Dossier
Mumbai: A Zero-Slum Game? - IN DEVELOPMENTSubscribe
This dossier shines its light on the harsh realities of slum-dwellers surviving in the high-tech industrial capital of Mumbai, India. With more than 7 million people living in sub-standard housing, representing over half the city’s population living on less than ten percent of its land, Mumbai is a metropolis in the midst of a critical social collision.
As the city in Maharashtra state continues to expand its IT sector and undergoes a seemingly boundless building boom, rural laborers continue to flood its borders and laid off factory workers continue to squat its abandoned lots. The gap between rich and poor citizens gradually widens and private interests are waging a direct offensive on the poor urban dwellers.

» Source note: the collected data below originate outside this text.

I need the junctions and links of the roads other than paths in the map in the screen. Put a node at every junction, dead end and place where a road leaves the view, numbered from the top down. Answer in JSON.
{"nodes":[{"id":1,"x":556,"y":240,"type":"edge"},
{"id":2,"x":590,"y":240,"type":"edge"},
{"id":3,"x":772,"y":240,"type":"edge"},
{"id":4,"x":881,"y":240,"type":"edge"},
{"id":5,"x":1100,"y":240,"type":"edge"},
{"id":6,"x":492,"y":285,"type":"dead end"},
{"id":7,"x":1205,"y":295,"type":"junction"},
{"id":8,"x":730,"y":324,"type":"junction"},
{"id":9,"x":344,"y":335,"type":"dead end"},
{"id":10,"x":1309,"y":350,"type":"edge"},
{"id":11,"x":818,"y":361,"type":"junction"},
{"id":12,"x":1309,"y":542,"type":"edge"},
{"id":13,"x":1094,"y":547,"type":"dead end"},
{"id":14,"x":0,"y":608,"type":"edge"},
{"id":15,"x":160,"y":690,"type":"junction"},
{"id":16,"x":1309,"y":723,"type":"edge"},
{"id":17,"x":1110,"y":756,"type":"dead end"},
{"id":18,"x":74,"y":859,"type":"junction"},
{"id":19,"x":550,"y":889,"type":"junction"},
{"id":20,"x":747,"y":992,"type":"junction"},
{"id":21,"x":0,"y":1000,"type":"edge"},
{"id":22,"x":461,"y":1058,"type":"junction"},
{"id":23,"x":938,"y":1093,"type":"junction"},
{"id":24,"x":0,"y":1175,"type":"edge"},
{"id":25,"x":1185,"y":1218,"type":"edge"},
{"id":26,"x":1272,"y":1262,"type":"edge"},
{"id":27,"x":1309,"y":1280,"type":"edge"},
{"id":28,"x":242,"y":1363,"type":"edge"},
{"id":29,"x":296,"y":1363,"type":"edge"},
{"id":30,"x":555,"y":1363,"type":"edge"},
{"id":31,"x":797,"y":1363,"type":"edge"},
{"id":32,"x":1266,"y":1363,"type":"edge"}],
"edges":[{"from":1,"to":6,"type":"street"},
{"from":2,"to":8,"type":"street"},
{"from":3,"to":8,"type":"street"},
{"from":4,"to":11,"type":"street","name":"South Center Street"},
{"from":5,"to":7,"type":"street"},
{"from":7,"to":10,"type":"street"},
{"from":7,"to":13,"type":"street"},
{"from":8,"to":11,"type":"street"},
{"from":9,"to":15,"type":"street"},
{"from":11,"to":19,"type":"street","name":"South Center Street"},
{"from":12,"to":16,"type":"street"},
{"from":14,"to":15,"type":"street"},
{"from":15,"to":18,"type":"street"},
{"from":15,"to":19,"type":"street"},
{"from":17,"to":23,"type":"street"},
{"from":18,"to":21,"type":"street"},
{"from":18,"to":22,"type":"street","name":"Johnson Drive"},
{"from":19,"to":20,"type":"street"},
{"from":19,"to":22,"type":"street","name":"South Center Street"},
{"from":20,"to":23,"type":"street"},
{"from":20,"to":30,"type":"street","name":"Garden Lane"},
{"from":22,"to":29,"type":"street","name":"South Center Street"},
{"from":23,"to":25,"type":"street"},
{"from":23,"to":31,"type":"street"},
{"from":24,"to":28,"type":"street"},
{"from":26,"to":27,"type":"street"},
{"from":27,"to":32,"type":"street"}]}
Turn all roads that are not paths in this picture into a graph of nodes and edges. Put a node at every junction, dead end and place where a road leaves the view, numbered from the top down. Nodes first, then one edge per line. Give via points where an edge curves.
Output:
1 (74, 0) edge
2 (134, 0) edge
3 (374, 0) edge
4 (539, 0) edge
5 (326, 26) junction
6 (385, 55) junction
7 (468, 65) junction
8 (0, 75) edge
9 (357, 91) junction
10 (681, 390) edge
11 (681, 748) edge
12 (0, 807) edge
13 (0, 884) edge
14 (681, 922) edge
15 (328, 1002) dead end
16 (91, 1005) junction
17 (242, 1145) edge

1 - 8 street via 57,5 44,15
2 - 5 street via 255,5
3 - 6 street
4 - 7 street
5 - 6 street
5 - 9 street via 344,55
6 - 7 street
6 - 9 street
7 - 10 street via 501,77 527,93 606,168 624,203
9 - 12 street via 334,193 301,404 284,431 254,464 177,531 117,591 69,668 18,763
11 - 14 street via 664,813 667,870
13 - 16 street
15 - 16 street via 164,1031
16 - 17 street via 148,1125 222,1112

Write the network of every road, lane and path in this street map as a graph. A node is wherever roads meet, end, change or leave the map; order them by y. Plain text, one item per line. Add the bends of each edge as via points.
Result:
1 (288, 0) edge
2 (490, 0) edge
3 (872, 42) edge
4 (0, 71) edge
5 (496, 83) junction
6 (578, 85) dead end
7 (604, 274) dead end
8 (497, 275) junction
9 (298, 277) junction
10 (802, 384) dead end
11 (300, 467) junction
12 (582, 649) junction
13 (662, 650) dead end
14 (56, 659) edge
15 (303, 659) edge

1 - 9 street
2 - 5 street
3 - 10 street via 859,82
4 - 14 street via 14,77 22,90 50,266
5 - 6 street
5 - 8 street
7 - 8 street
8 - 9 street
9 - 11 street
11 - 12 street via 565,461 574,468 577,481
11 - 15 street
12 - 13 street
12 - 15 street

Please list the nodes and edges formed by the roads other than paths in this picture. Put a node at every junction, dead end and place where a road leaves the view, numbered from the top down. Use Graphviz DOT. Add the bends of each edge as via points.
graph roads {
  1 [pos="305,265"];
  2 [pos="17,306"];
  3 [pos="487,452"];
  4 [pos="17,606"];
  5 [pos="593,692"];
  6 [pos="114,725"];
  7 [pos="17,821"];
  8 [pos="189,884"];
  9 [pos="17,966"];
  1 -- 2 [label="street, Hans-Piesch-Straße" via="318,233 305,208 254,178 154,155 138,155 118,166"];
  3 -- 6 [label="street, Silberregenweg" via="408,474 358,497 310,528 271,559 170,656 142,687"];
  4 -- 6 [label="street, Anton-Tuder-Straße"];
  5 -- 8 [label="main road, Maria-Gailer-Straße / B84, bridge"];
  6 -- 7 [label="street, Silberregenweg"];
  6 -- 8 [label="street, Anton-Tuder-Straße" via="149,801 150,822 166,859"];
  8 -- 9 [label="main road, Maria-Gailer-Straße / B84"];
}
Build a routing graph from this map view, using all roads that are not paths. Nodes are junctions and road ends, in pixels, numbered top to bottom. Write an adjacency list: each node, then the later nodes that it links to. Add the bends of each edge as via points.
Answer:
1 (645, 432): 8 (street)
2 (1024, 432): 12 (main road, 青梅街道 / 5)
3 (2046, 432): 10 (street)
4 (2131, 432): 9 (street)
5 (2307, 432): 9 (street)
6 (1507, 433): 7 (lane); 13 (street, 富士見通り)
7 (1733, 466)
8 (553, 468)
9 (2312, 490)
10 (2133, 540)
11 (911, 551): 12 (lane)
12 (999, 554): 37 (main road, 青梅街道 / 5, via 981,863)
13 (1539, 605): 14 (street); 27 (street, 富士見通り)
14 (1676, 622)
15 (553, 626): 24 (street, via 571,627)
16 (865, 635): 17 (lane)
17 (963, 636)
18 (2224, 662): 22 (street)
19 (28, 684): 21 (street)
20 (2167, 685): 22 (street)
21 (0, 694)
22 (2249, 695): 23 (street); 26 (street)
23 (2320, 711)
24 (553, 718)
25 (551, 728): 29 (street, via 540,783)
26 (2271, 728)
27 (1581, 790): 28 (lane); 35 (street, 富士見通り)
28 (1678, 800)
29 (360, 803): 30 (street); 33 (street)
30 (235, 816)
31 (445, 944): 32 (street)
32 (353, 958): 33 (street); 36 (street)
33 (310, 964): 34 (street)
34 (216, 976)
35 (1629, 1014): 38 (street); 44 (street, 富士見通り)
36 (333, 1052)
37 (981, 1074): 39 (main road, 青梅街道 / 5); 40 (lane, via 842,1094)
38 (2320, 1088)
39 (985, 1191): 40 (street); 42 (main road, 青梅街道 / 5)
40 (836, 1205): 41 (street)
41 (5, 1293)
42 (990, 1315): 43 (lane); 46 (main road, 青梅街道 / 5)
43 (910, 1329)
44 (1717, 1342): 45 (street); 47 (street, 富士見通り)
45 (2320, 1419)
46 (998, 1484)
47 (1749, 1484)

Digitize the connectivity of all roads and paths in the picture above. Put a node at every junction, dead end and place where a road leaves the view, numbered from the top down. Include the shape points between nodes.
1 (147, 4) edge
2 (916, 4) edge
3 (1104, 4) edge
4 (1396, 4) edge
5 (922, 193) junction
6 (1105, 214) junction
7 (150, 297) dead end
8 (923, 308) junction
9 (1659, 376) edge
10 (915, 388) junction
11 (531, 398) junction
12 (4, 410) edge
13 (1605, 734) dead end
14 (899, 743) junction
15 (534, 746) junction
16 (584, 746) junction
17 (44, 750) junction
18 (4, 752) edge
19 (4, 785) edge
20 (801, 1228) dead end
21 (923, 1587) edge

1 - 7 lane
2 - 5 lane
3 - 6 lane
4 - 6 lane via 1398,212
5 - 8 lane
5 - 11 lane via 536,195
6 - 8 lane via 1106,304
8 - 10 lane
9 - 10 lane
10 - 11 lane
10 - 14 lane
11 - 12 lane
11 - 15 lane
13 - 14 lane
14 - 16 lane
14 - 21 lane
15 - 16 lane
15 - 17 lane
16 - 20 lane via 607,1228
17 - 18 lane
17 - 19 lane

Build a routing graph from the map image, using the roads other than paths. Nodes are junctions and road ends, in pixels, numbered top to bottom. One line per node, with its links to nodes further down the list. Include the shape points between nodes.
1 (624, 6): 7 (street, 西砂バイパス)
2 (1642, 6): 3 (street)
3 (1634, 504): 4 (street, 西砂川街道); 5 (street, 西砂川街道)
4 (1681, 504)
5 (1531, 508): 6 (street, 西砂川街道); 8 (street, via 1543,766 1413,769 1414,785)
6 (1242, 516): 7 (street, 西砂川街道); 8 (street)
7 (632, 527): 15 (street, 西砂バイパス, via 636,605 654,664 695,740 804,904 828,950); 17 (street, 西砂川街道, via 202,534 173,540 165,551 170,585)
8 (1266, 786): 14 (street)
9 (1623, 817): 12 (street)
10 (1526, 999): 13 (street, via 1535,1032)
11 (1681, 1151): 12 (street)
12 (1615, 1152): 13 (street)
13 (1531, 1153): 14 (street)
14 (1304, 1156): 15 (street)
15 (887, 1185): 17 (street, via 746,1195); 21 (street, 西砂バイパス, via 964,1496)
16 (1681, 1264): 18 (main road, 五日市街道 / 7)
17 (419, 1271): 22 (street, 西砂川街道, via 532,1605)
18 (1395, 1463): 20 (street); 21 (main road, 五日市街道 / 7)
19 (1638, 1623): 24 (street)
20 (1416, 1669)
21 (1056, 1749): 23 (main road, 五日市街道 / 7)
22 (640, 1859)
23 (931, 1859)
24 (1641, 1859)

Slum tenements are razed to the ground overnight to make way for developing condominiums whose price-tag outcompetes that of any other emerging economy; the homeless are brutally ejected from public lands to accommodate World Bank branded bridges and boulevards.
Recently, public discourse has taken renewed interest in the slum demolitions, ever since media outlets began reporting on the fate of child-stars from the award-winning film “Slumdog Millionaire”. As such, certain critical questions, which underlie the political atmosphere of these demolitions, are in need of attention. These include:
• Why do the slums of Mumbai exist and what are their origins?
• How are poor people reacting to these rapid changes of urban development and their effects?
• What will be the outcome of a poor people’s movement of resistance?
• What are some of the emotional and physical costs sustained by those facing forced eviction?
• What is the role of the mainstream media, private developers, and urban planners
in framing the use and misuse of land interests in Mumbai?